- _PROBLEM STATEMENT_
Could you copy every line in the listing below that has the word "roads"?

- _DATA PROVIDED_
╭──
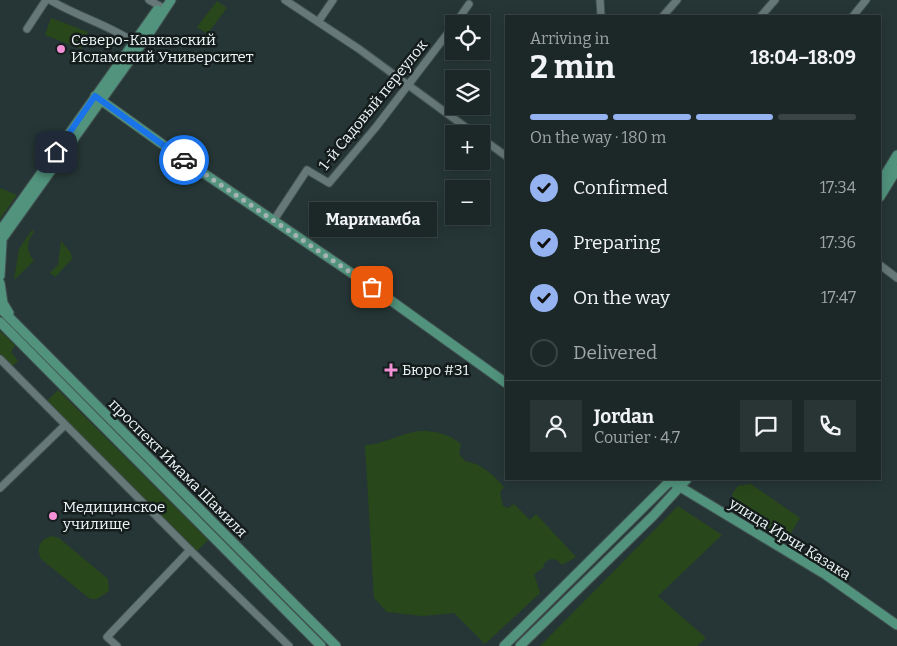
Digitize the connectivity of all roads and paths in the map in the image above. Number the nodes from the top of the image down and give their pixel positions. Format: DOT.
graph roads {
  1 [pos="46,0"];
  2 [pos="50,0"];
  3 [pos="149,0"];
  4 [pos="171,0"];
  5 [pos="285,0"];
  6 [pos="333,0"];
  7 [pos="600,0"];
  8 [pos="677,0"];
  9 [pos="775,0"];
  10 [pos="863,1"];
  11 [pos="469,4"];
  12 [pos="163,5"];
  13 [pos="461,15"];
  14 [pos="600,15"];
  15 [pos="664,15"];
  16 [pos="762,15"];
  17 [pos="854,15"];
  18 [pos="318,22"];
  19 [pos="27,29"];
  20 [pos="445,35"];
  21 [pos="138,44"];
  22 [pos="407,84"];
  23 [pos="98,98"];
  24 [pos="463,125"];
  25 [pos="490,144"];
  26 [pos="505,155"];
  27 [pos="897,155"];
  28 [pos="897,169"];
  29 [pos="881,181"];
  30 [pos="881,195"];
  31 [pos="274,220"];
  32 [pos="0,231"];
  33 [pos="1,242"];
  34 [pos="881,265"];
  35 [pos="0,276"];
  36 [pos="897,278"];
  37 [pos="0,283"];
  38 [pos="0,308"];
  39 [pos="0,322"];
  40 [pos="19,327"];
  41 [pos="0,359"];
  42 [pos="505,382"];
  43 [pos="64,425"];
  44 [pos="669,480"];
  45 [pos="671,480"];
  46 [pos="686,480"];
  47 [pos="680,487"];
  48 [pos="0,488"];
  49 [pos="190,550"];
  50 [pos="897,625"];
  51 [pos="117,646"];
  52 [pos="289,646"];
  53 [pos="321,646"];
  54 [pos="336,646"];
  55 [pos="504,646"];
  56 [pos="520,646"];
  1 -- 19 [label="street"];
  2 -- 21 [label="street"];
  3 -- 12 [label="street"];
  4 -- 12 [label="main road"];
  5 -- 18 [label="street"];
  6 -- 18 [label="street"];
  7 -- 14 [label="street"];
  8 -- 15 [label="street"];
  9 -- 16 [label="street"];
  10 -- 17 [label="street"];
  11 -- 13 [label="street, 1-й Садовый переулок"];
  12 -- 21 [label="main road"];
  18 -- 22 [label="street"];
  20 -- 22 [label="street, 1-й Садовый переулок"];
  21 -- 23 [label="main road"];
  22 -- 24 [label="street"];
  22 -- 31 [label="street, 1-й Садовый переулок"];
  23 -- 31 [label="main road"];
  23 -- 32 [label="main road"];
  23 -- 33 [label="main road"];
  25 -- 26 [label="street"];
  27 -- 29 [label="main road"];
  28 -- 30 [label="main road"];
  31 -- 42 [label="main road"];
  33 -- 35 [label="main road"];
  34 -- 36 [label="street"];
  37 -- 40 [label="main road"];
  38 -- 40 [label="main road, проспект Имама Шамиля"];
  39 -- 53 [label="main road, проспект Имама Шамиля"];
  40 -- 54 [label="main road, проспект Имама Шамиля"];
  41 -- 43 [label="street"];
  43 -- 48 [label="street"];
  43 -- 49 [label="street"];
  44 -- 55 [label="main road"];
  45 -- 47 [label="main road, улица Ирчи Казака"];
  46 -- 47 [label="main road"];
  47 -- 50 [label="main road, улица Ирчи Казака"];
  47 -- 56 [label="main road"];
  49 -- 51 [label="street"];
  49 -- 52 [label="street"];
}
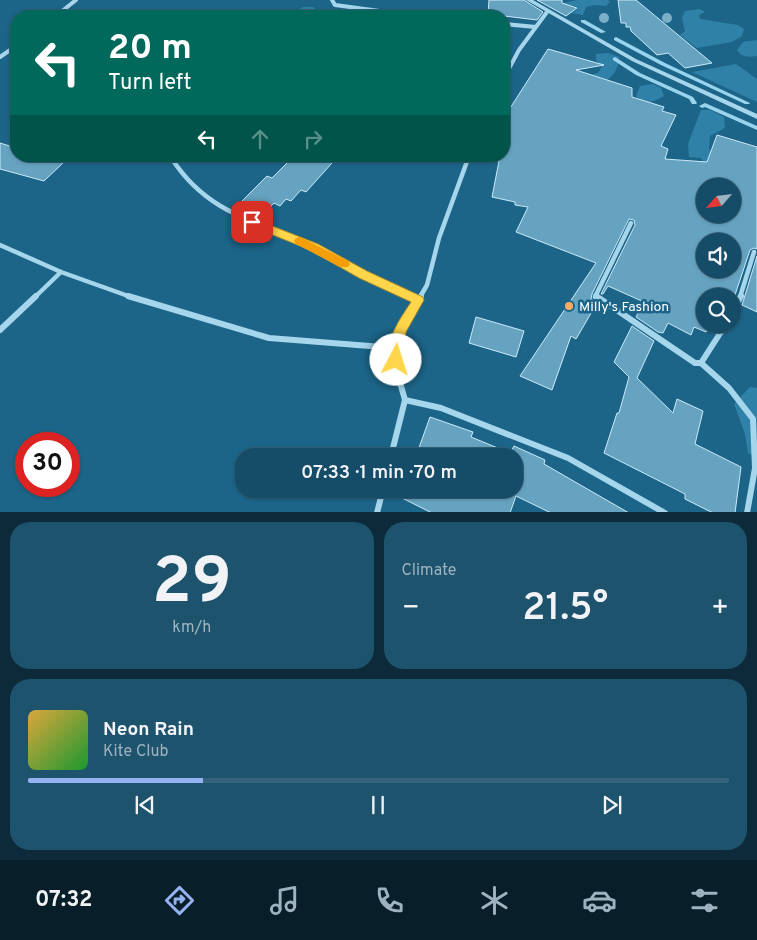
╰──
- _TASK OUTPUT_
Digitize the connectivity of all roads and paths in the map in the image above. Number the nodes from the top of the image down and give their pixel positions. Format: DOT.
graph roads {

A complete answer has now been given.